Speaker: Erkan Tuzel (IMA)

Title:Motor mediated deformation of microtubules in living cells and gliding assays

Abstract: Microtubules are often viewed as mechanically rigid compressive struts that help maintain cell shape and aid in the transport of cellular cargo by serving as tracks for the molecular motors. However, individual microtubules in living cells are often highly bent, and even though the different force mechanisms that contribute to microtubule deformations are known, it is not clear how all these mechanisms act together in a given cell type. Recent experiments on LLC-PK1 epithelial cells strongly suggest that F-actin dynamics and polymerization of microtubules play a minor role, and that the dominant mechanism is anterograde transport via molecular motors. Surprisingly, quantitative analysis of these deformations using curvature distributions exhibit striking similarities to in vitro gliding assays.

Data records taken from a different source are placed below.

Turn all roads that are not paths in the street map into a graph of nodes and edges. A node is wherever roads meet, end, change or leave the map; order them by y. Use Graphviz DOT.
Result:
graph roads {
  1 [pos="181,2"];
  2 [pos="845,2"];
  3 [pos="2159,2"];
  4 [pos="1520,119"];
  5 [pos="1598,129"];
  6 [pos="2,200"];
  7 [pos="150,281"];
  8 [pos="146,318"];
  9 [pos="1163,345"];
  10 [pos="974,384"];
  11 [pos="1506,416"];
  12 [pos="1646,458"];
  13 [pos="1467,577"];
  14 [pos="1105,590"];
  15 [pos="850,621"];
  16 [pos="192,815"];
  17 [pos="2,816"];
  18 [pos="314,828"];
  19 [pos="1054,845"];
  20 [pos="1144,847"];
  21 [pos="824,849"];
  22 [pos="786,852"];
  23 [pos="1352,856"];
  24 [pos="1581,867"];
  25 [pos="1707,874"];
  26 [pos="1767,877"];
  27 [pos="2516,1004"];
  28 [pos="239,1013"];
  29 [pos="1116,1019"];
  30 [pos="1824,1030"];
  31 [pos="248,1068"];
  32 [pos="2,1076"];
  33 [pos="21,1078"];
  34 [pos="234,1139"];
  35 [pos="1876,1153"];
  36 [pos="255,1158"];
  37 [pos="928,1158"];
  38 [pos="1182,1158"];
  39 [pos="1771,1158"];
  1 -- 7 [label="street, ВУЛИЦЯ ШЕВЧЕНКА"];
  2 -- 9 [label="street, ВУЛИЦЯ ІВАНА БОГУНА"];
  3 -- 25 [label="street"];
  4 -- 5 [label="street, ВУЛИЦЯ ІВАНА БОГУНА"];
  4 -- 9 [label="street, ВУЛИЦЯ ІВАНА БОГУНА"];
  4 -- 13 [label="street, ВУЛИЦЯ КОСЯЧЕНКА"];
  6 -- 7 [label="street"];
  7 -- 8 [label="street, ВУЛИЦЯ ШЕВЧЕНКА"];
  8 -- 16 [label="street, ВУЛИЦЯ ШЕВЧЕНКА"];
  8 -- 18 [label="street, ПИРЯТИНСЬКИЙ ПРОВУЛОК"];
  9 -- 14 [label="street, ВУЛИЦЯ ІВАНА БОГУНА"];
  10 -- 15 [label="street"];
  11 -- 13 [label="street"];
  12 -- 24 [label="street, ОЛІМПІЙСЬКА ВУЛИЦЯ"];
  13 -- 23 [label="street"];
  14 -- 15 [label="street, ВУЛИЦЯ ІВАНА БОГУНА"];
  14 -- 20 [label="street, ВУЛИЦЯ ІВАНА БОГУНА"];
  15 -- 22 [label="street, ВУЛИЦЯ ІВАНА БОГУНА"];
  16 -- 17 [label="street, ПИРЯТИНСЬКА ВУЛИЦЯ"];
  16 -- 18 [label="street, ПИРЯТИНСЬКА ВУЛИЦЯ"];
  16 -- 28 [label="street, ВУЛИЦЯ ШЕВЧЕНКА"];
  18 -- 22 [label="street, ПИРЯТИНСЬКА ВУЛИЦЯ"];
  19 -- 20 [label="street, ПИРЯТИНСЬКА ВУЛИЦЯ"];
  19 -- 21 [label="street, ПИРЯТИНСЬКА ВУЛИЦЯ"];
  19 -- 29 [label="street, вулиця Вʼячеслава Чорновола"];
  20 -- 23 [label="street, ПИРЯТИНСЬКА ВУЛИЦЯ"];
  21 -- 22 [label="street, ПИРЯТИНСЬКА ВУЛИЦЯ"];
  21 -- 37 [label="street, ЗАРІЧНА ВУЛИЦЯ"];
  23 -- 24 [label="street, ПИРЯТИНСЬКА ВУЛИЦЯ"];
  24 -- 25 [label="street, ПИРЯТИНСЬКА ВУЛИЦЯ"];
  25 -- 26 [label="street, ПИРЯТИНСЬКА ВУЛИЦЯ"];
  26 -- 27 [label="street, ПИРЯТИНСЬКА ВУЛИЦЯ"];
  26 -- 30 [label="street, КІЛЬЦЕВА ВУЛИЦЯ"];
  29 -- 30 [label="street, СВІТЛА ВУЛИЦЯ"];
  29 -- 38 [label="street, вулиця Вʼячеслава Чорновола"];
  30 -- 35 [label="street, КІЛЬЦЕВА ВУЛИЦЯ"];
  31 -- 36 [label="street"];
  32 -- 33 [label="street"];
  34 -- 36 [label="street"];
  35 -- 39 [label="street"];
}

Motivated by these experiments, both in vivo and in vitro, we have modeled the deformation of microtubules under the influence of molecular motor forces by coarse-grained simulations. In the simulations, microtubules are modeled as semi-flexible polymers with rigid bond constraints embedded in a solvent. Molecular motors exert forces on the microtubules, and walk along microtubule tracks according to their known force-velocity relations, bind and unbind stochastically. Simulation results support our experimental findings and further elucidate on the interplay between molecular motors and passive cross- linkers. Our results suggest that molecular motors are not necessarily just cargo carriers, but can play a dynamic role in the deformation and positioning the microtubule array.